[[ INPUT MATERIAL, beginning ]]
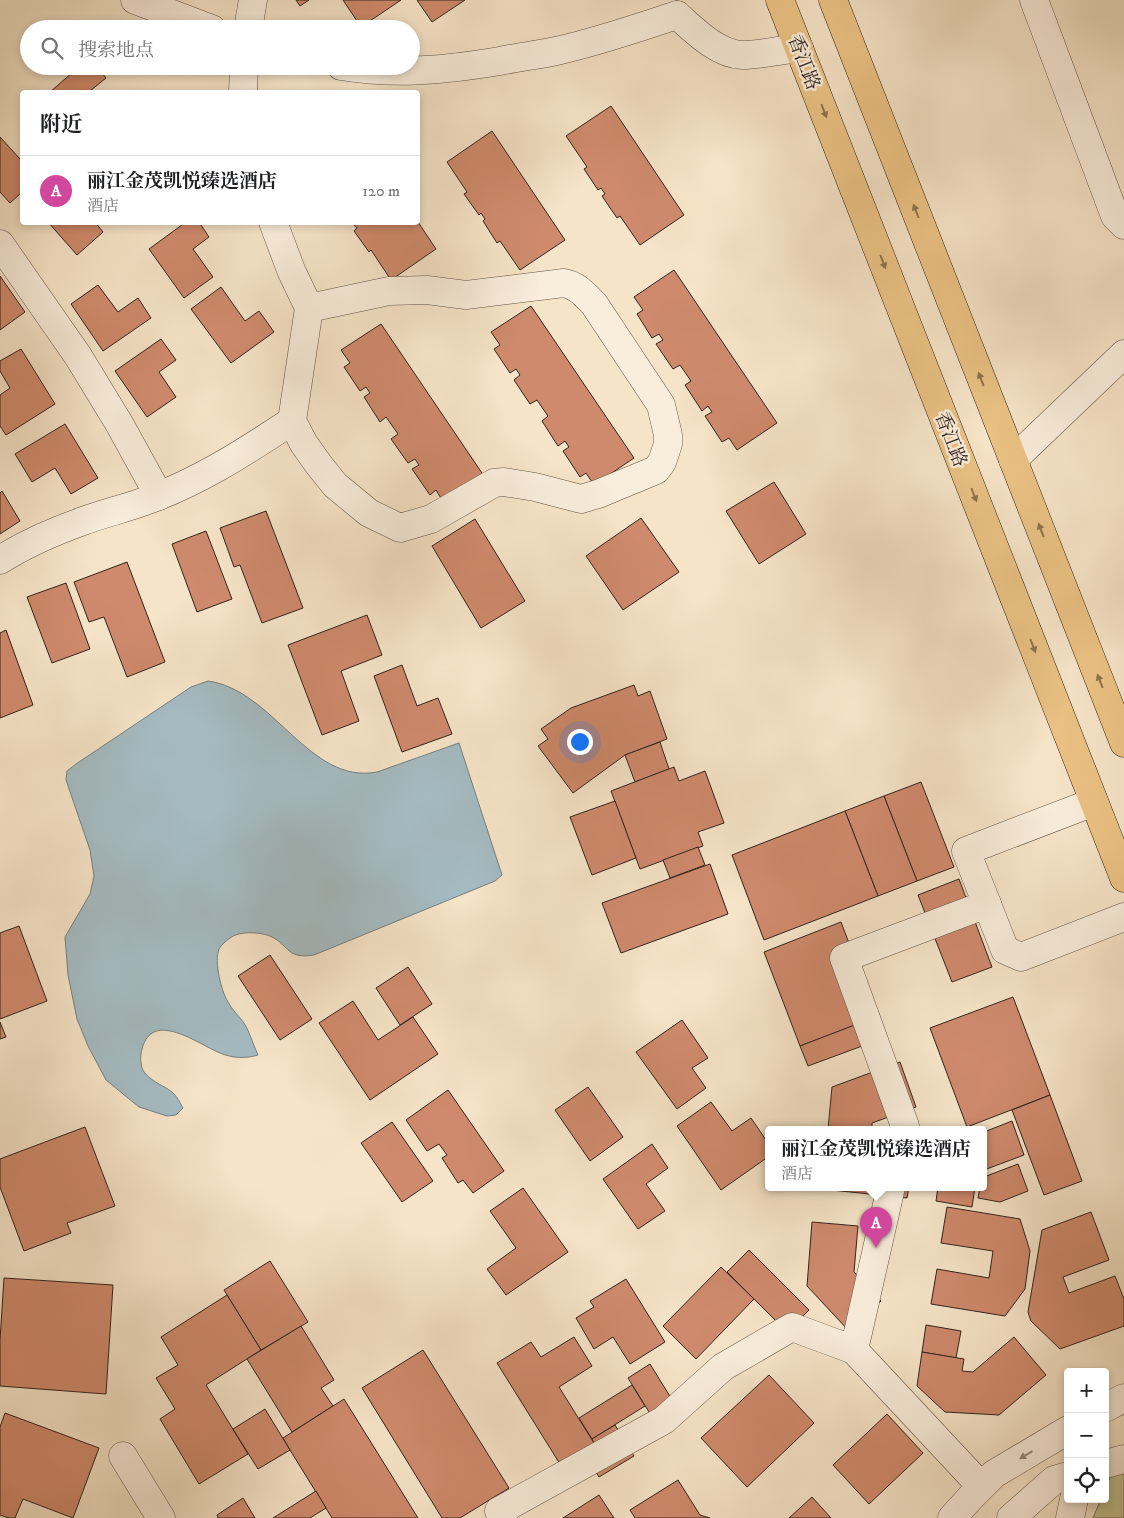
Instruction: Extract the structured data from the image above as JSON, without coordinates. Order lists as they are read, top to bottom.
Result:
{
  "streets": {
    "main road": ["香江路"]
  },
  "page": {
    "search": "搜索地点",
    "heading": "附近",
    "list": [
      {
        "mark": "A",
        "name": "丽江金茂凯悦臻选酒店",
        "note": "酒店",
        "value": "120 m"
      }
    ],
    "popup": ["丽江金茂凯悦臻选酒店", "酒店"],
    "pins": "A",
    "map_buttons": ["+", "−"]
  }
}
[[ INPUT MATERIAL, end ]]
> TASK GOAL:
Output all the data, exactly, without images.

> YOUR RESPONSE:
Instruction: Extract the structured data from the image above as JSON, without coordinates. Order lists as they are read, top to bottom.
Result:
{
  "streets": {
    "main road": ["香江路"]
  },
  "page": {
    "search": "搜索地点",
    "heading": "附近",
    "list": [
      {
        "mark": "A",
        "name": "丽江金茂凯悦臻选酒店",
        "note": "酒店",
        "value": "120 m"
      }
    ],
    "popup": ["丽江金茂凯悦臻选酒店", "酒店"],
    "pins": "A",
    "map_buttons": ["+", "−"]
  }
}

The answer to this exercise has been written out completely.